I think the last Washington insider memoir that I read was John Dean’s Blind Ambition back in the 1970’s.  Books like that have the shelf-life of a bottle of milk, and they’re mostly self-serving faux-humble tomes about how they saved the nation and collected anecdotes about famous people (did you know Richard Nixon put ketchup on cottage cheese?)  So the memoir from Robert Gates, who served as Defense Secretary under both President Bush and President Obama, isn’t going to show up in my Amazon shopping cart.

But this quote about the war in Afghanistan got my attention:

“As I sat there, I thought: The president doesn’t trust his commander, can’t stand Karzai, doesn’t believe in his own strategy and doesn’t consider the war to be his,” Mr. Gates wrote. “For him, it’s all about getting out.”

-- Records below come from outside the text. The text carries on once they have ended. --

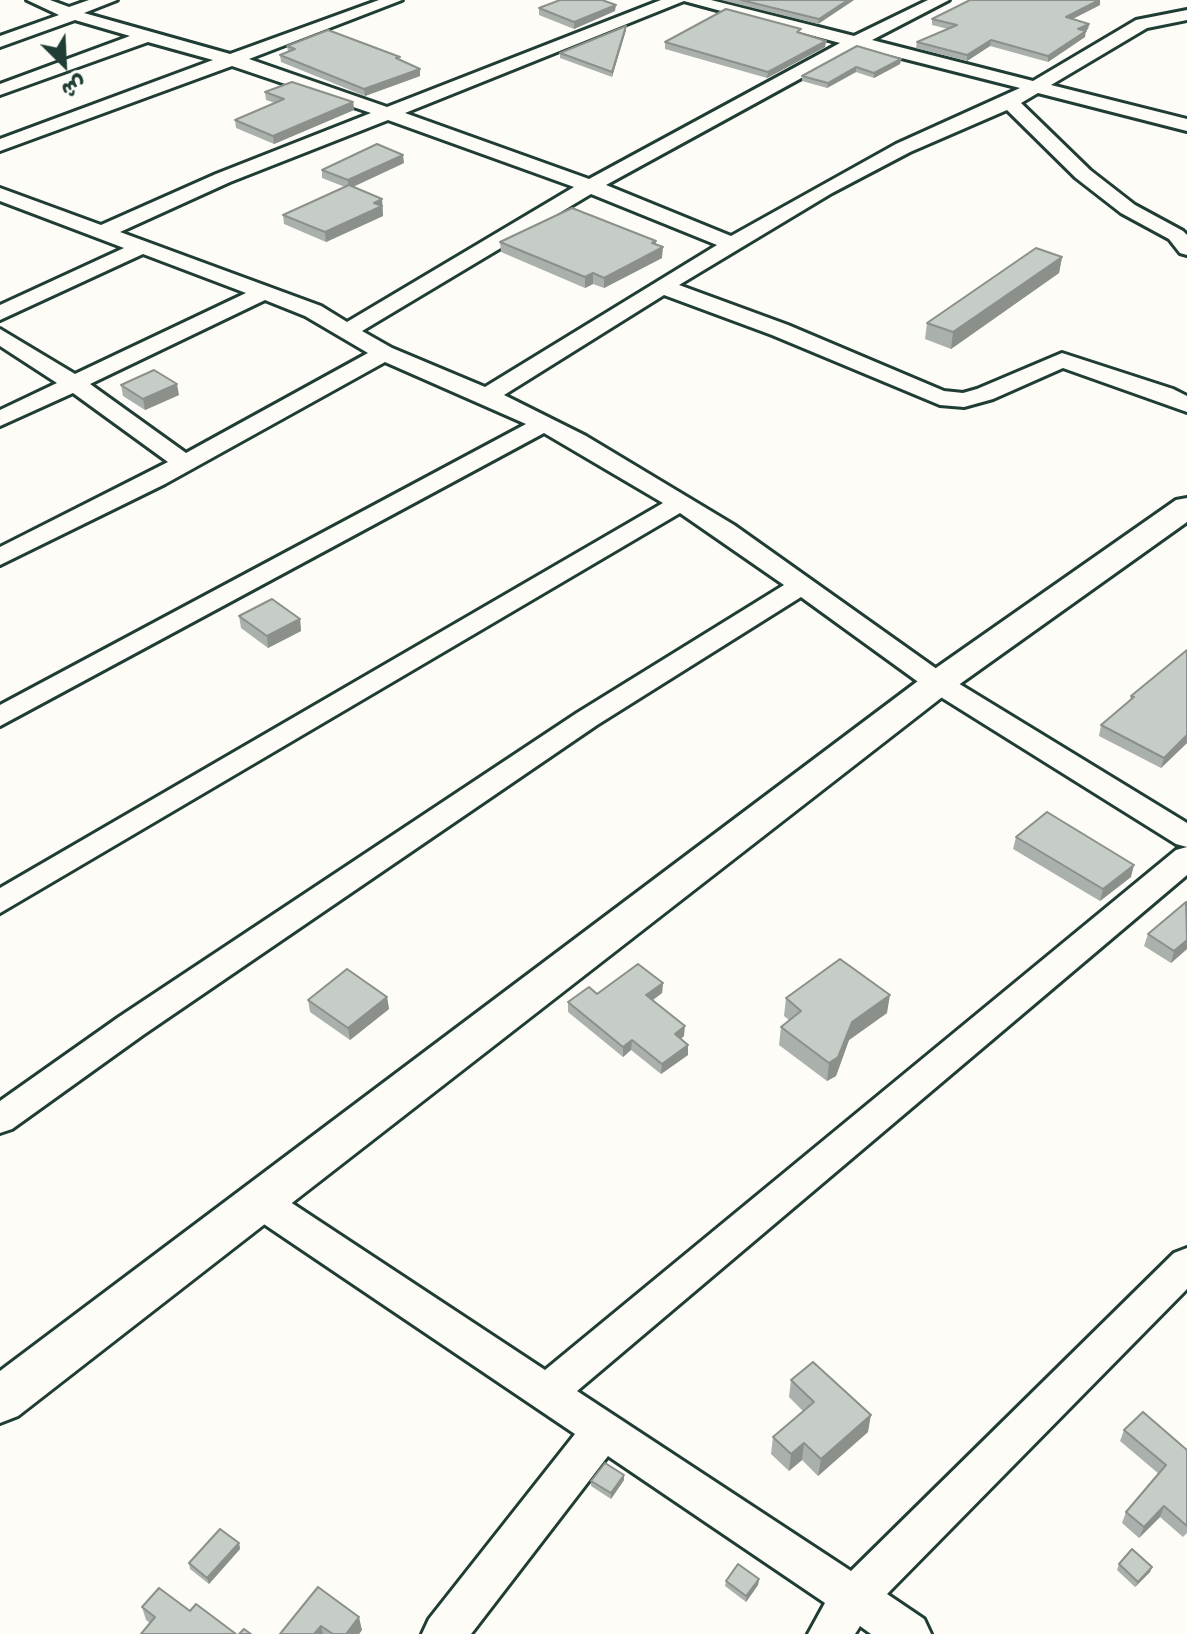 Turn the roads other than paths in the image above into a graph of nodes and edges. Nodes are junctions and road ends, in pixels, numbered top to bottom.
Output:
1 (35, 0) edge
2 (109, 0) edge
3 (394, 0) edge
4 (676, 0) edge
5 (691, 0) edge
6 (941, 0) edge
7 (74, 15) junction
8 (1187, 15) edge
9 (144, 37) junction
10 (0, 42) edge
11 (853, 43) junction
12 (229, 61) junction
13 (1029, 88) junction
14 (0, 90) edge
15 (1010, 102) junction
16 (386, 113) junction
17 (1187, 125) edge
18 (0, 145) edge
19 (590, 186) junction
20 (5, 200) edge
21 (102, 232) junction
22 (1183, 241) edge
23 (732, 244) junction
24 (140, 248) junction
25 (663, 287) junction
26 (265, 292) junction
27 (0, 313) edge
28 (348, 330) junction
29 (0, 336) edge
30 (384, 353) junction
31 (75, 384) junction
32 (487, 396) junction
33 (1187, 405) edge
34 (0, 419) edge
35 (544, 424) junction
36 (185, 463) junction
37 (680, 503) junction
38 (1187, 507) edge
39 (0, 557) edge
40 (799, 587) junction
41 (938, 683) junction
42 (0, 717) edge
43 (1185, 838) edge
44 (0, 902) edge
45 (0, 1119) edge
46 (262, 1203) junction
47 (1187, 1264) edge
48 (546, 1393) junction
49 (0, 1400) edge
50 (604, 1429) junction
51 (852, 1599) junction
52 (444, 1634) edge
53 (830, 1634) edge
54 (909, 1634) edge

1 - 7 street
2 - 7 street
3 - 12 street
4 - 16 street
5 - 11 street
6 - 11 street
7 - 9 street
7 - 10 street
8 - 13 street
9 - 12 street
9 - 14 street
11 - 13 street
11 - 19 street
12 - 16 street
12 - 18 street
13 - 15 street
13 - 17 street
15 - 22 street
15 - 23 street
16 - 19 street
16 - 21 street
19 - 23 street
19 - 28 street
20 - 21 street
21 - 24 street
23 - 25 street
24 - 26 street
24 - 27 street
25 - 32 street
25 - 33 street
26 - 28 street
26 - 31 street
28 - 30 street
29 - 31 street
30 - 32 street
30 - 36 street
31 - 34 street
31 - 36 street
32 - 35 street
35 - 37 street
35 - 42 street
36 - 39 street
37 - 40 street
37 - 44 street
38 - 41 street
40 - 41 street
40 - 45 street
41 - 43 street
41 - 46 street
43 - 48 street
46 - 48 street
46 - 49 street
47 - 51 street
48 - 50 street
50 - 51 street
50 - 52 street
51 - 53 street
51 - 54 street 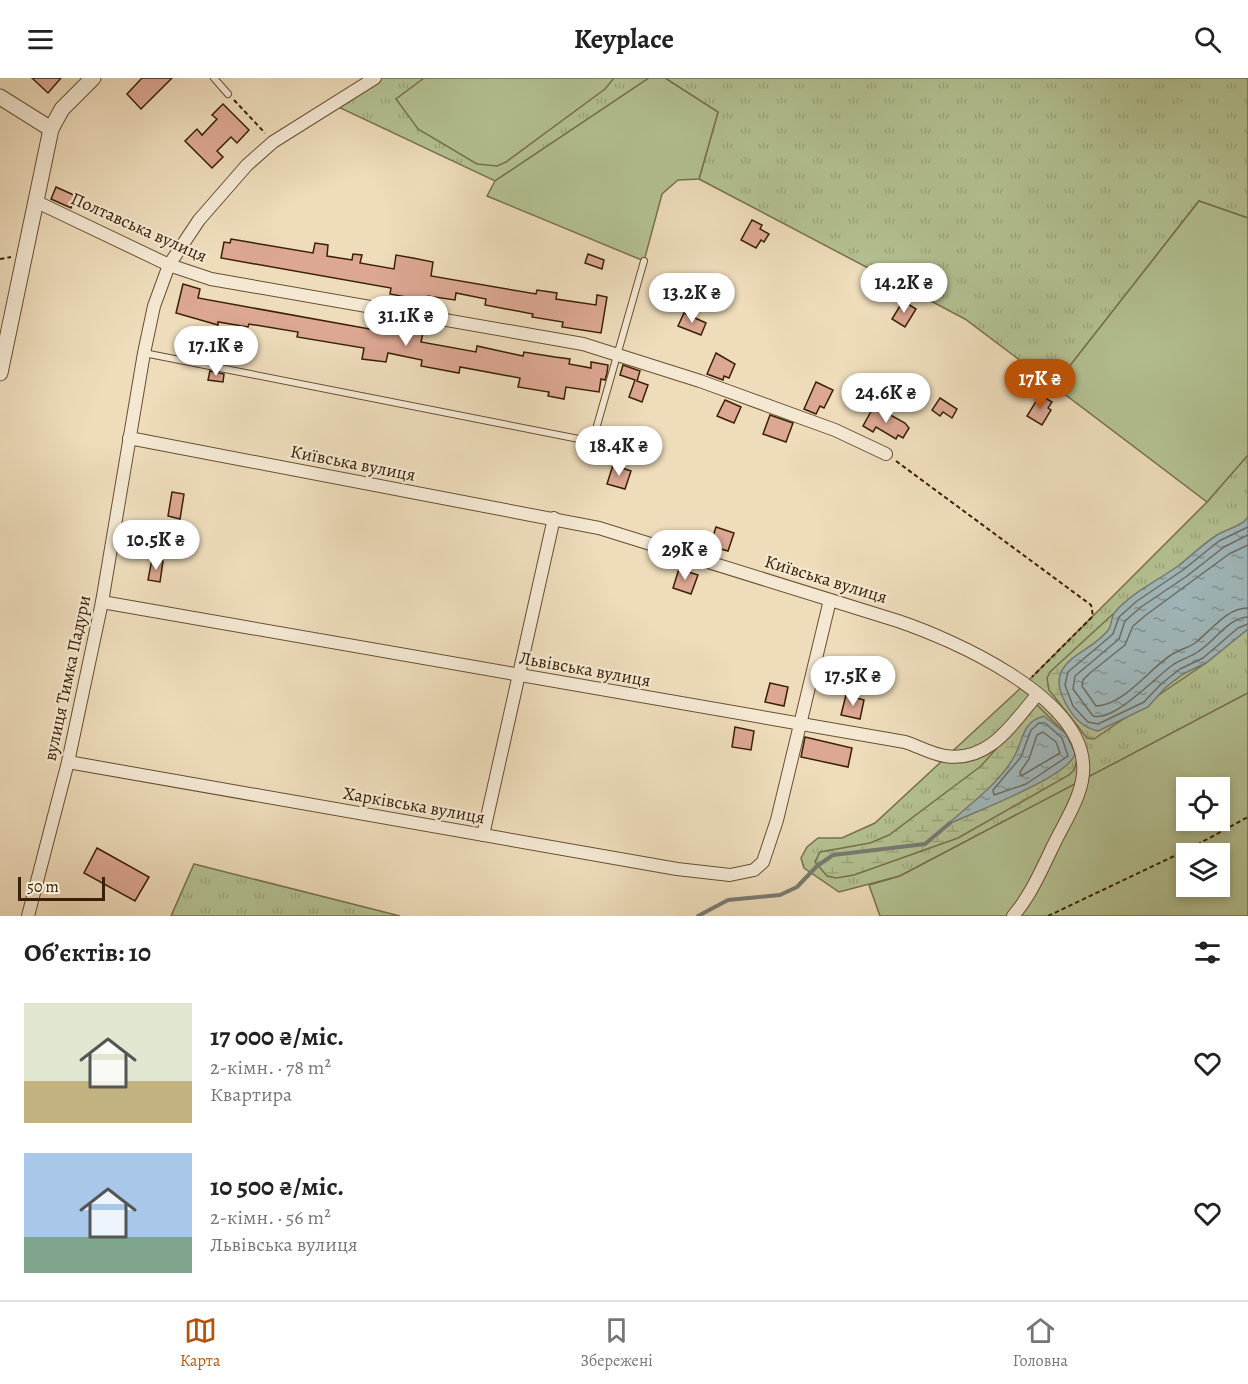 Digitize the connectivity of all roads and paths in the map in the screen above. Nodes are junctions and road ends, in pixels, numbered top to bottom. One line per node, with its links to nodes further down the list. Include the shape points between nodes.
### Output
1 (93, 78): 6 (street, via 62,109)
2 (214, 78): 4 (lane)
3 (375, 78): 7 (street, вулиця Тимка Падури)
4 (228, 94): 7 (path)
5 (0, 97): 6 (street)
6 (51, 129): 8 (street)
7 (273, 142): 10 (street, вулиця Тимка Падури, via 231,182)
8 (37, 202): 10 (street, Полтавська вулиця); 13 (street)
9 (644, 261): 12 (lane)
10 (169, 265): 11 (street, вулиця Тимка Падури, via 154,306); 12 (street, Полтавська вулиця, via 229,283 583,344)
11 (144, 353): 12 (lane, via 586,441 594,436); 14 (street, вулиця Тимка Падури)
12 (619, 354): 15 (street, Полтавська вулиця, via 835,430)
13 (0, 373)
14 (129, 438): 16 (street, Київська вулиця); 18 (street, вулиця Тимка Падури)
15 (886, 454): 20 (path, via 1090,605 1093,616)
16 (554, 518): 17 (street, Київська вулиця, via 599,528); 19 (street)
17 (830, 600): 20 (street, Київська вулиця, via 941,635); 22 (street)
18 (102, 602): 19 (street, Львівська вулиця); 23 (street, вулиця Тимка Падури)
19 (520, 676): 22 (street, Львівська вулиця); 25 (street)
20 (1025, 684): 21 (street, Київська вулиця)
21 (1037, 695): 22 (street, Львівська вулиця, via 991,747 975,755 942,756 905,742); 27 (street, Київська вулиця, via 1072,732 1081,750 1083,776 1046,860 1023,905)
22 (800, 723): 25 (street, Харківська вулиця, via 769,847 763,862 754,870 730,875 677,869)
23 (68, 762): 25 (street, Харківська вулиця); 26 (street, вулиця Тимка Падури)
24 (1248, 818): 28 (path)
25 (483, 835)
26 (28, 916)
27 (1013, 916)
28 (1048, 916) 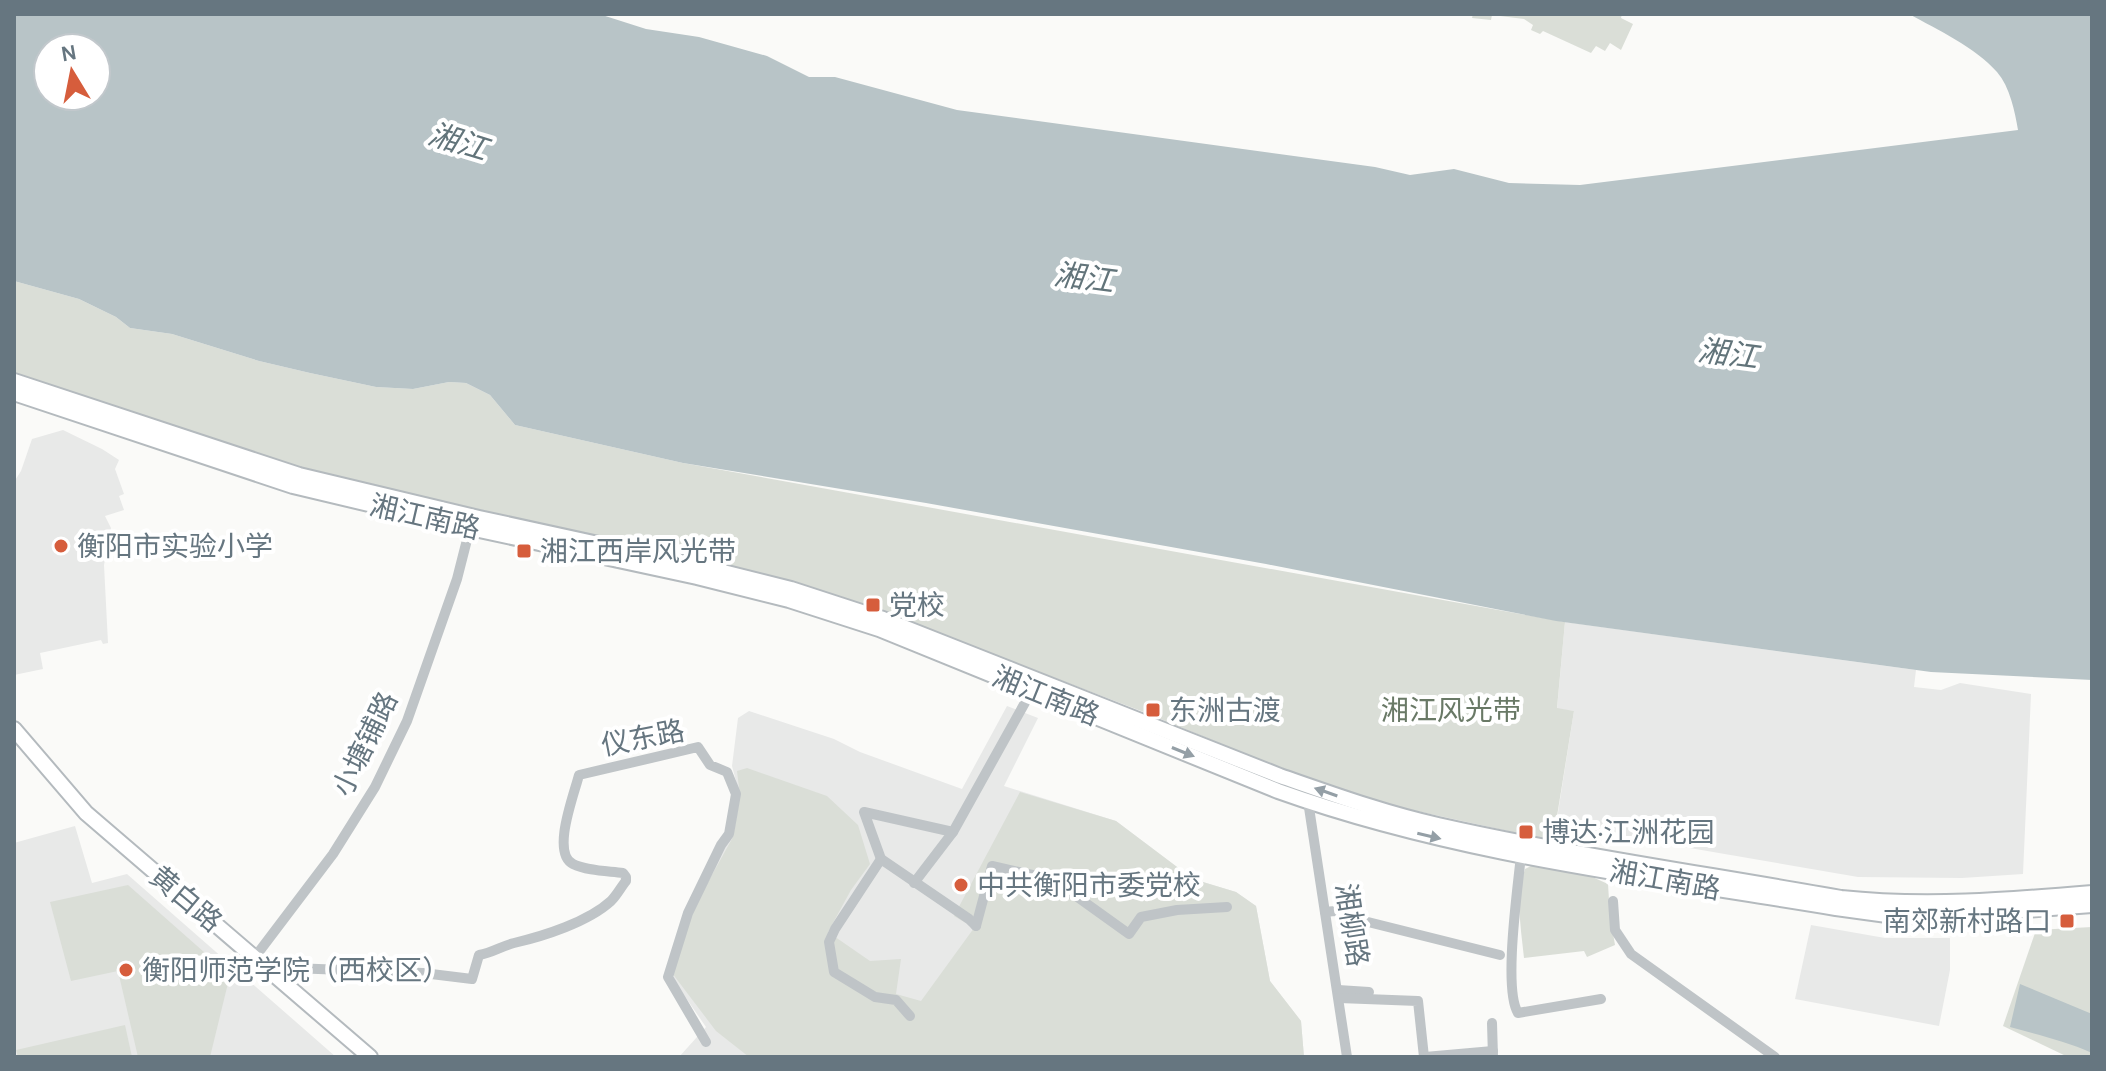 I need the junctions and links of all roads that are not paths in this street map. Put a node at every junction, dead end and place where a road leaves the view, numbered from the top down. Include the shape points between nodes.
1 (14, 381) edge
2 (14, 393) edge
3 (470, 528) junction
4 (1032, 690) junction
5 (14, 729) edge
6 (1308, 801) junction
7 (953, 832) junction
8 (1521, 855) junction
9 (881, 859) junction
10 (914, 883) junction
11 (2092, 893) edge
12 (1613, 901) dead end
13 (2092, 905) edge
14 (1227, 907) dead end
15 (1325, 912) junction
16 (1500, 955) dead end
17 (260, 962) junction
18 (1338, 994) junction
19 (1601, 999) dead end
20 (910, 1016) dead end
21 (1492, 1023) dead end
22 (706, 1042) dead end
23 (1493, 1054) edge
24 (370, 1057) edge
25 (1347, 1057) edge
26 (1424, 1057) edge
27 (1775, 1057) edge

11 -> 1 main road, 湘江南路 via 1886,903 1435,824 1280,776 883,619 791,589 299,475
2 - 3 main road, 湘江南路 via 293,486
3 - 4 main road, 湘江南路 via 789,600 879,629
3 - 17 street, 小塘铺路 via 407,721 375,787
4 -> 6 main road, 湘江南路
4 - 7 street
5 - 17 main road, 黄白路 via 86,813
6 -> 8 main road, 湘江南路 via 1426,836
6 - 15 street, 湘柳路
7 - 9 street via 864,812
7 - 10 street
8 - 13 main road, 湘江南路 via 1887,915
8 - 19 street via 1513,1005 1518,1013
9 - 10 street
9 - 20 street via 829,942 834,972 875,997 896,1000
10 - 14 street via 976,926 992,866 1037,876 1129,934 1141,917
12 - 27 street via 1615,930 1631,954
15 - 16 street via 1342,910 1364,921
15 - 18 street, 湘柳路
17 - 22 street, 仪东路 via 472,979 479,955 581,920 611,901 626,881 623,873 580,867 564,854 579,775 698,747 710,765 727,772 736,794 729,834 688,913 668,977
17 - 24 main road, 黄白路
18 - 25 street, 湘柳路
18 - 26 street via 1418,1001
21 - 23 street
23 - 26 street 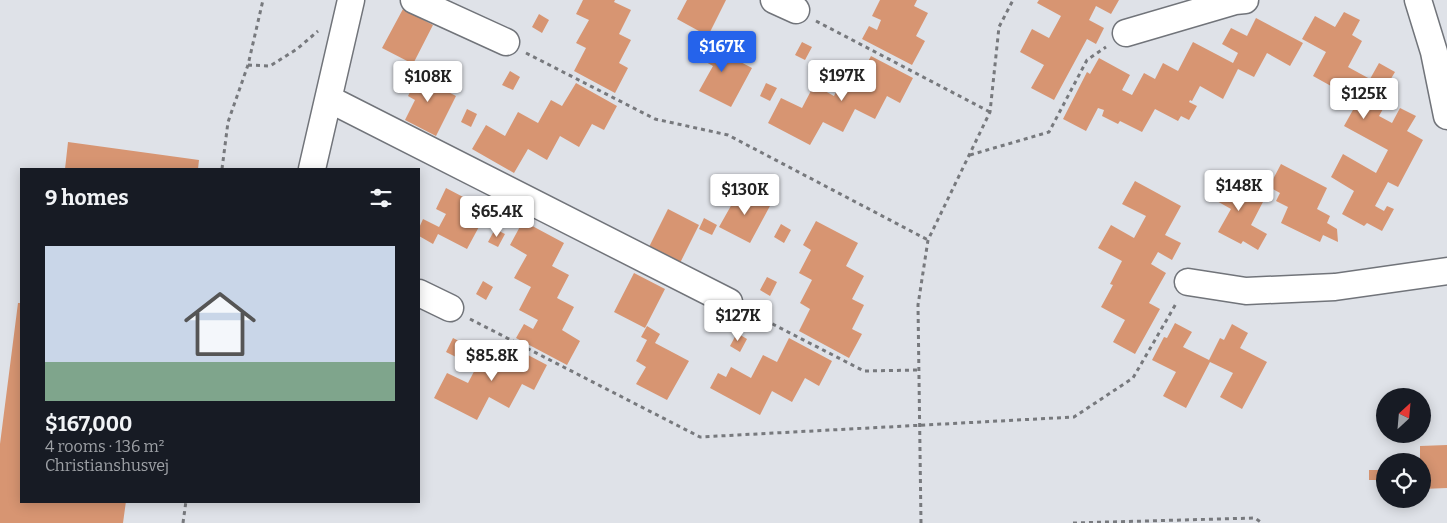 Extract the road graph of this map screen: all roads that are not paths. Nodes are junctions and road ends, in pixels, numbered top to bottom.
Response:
1 (414, 0) edge
2 (1245, 0) edge
3 (1418, 0) edge
4 (350, 4) edge
5 (1126, 33) road end
6 (506, 42) road end
7 (328, 99) junction
8 (1447, 116) edge
9 (312, 168) edge
10 (1447, 271) edge
11 (1188, 282) road end
12 (420, 293) edge
13 (729, 302) road end
14 (450, 308) road end

1 - 6 street
2 - 5 street
3 - 8 street
4 - 7 street
7 - 9 street
7 - 13 street
10 - 11 street
12 - 14 street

Yeah, and…?  It wasn’t Mr. Obama’s war, the strategies weren’t working, Karzai has proven to be a world-class jerk, and getting the hell out of there was the plan all along.  President Bush, the guy who invaded it in the first place, had set up a timeline for withdrawal, and President Obama had campaigned on it.

If you want to get really fundamental about war and peace, peace is infinitely preferable, so if you go to war, you want to get out of it.  Not getting out of it would have been worse, and this would be more of a story if Mr. Gates had revealed that President Obama’s plan was to stay there indefinitely.